It's been a November to remember for NIO (NYSE: NIO). The Chinese electric car maker just hit three big milestones in two days. On Nov. 2, its market cap surpassed that of German automaker BMW. The very next day, its market cap not only crossed the $50 billion mark, but also surpassed that of General Motors (NYSE: GM).

That's impressive, to be sure, but is it justified? Here's what investors need to know about NIO's potential and why it could be the next Tesla (NASDAQ: TSLA).

Image source: Getty Images.

Growing fast

NIO has benefited from a lot of hype around the electric vehicle (EV) industry. Splashy stock market debuts from companies like Nikola (NASDAQ: NKLA) have generated a buying frenzy among EV investors. It's tempting to lump NIO into the same class as start-ups like Nikola and Lordstown Motors (NASDAQ: RIDE), but there are a few key differences.
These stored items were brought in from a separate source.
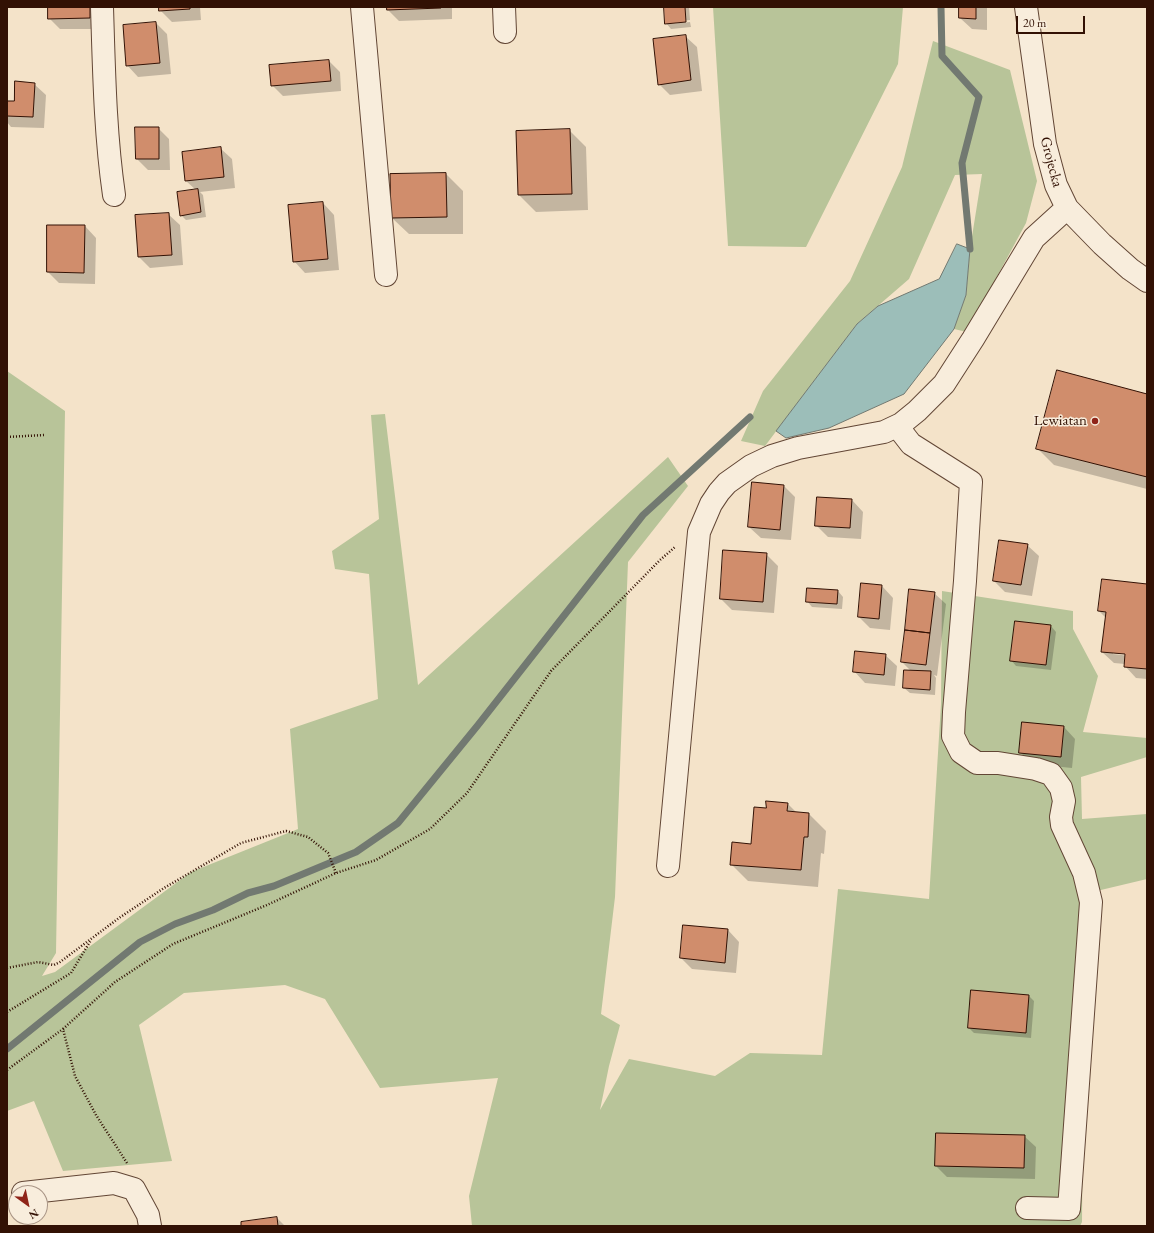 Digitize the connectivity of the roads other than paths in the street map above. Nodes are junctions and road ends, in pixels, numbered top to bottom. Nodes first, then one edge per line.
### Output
1 (102, 7) edge
2 (362, 7) edge
3 (504, 7) edge
4 (1026, 7) edge
5 (505, 32) dead end
6 (114, 195) dead end
7 (1067, 208) junction
8 (386, 275) dead end
9 (1147, 281) edge
10 (896, 426) junction
11 (668, 866) dead end
12 (48, 1190) edge
13 (1027, 1208) dead end
14 (150, 1226) edge

1 - 6 street
2 - 8 street
3 - 5 street
4 - 7 street, Grojecka
7 - 9 street, Grojecka
7 - 10 street
10 - 11 street
10 - 13 street
12 - 14 street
NIO went public in late 2018, well before the current wave of electric car IPOs. Unlike Nikola and Lordstown, NIO is already producing electric vehicles. Taking a page from Tesla's playbook, NIO started with a sports car in 2016 and then quickly transitioned into specializing in electric SUVs, including 2017's full-size ES8, 2019's midsize ES6, and 2020's EC6 "coupe SUV," essentially a crossover SUV.

In October, NIO produced and delivered more than 5,000 vehicles in one month for the first time in its history, more than double its October 2019 output. Of course, that pales in comparison to the likes of General Motors, which sold more than 600,000 vehicles per month in 2019. Even the comparatively small-scale Tesla delivered more than 48,000 vehicles per month in Q3 2020.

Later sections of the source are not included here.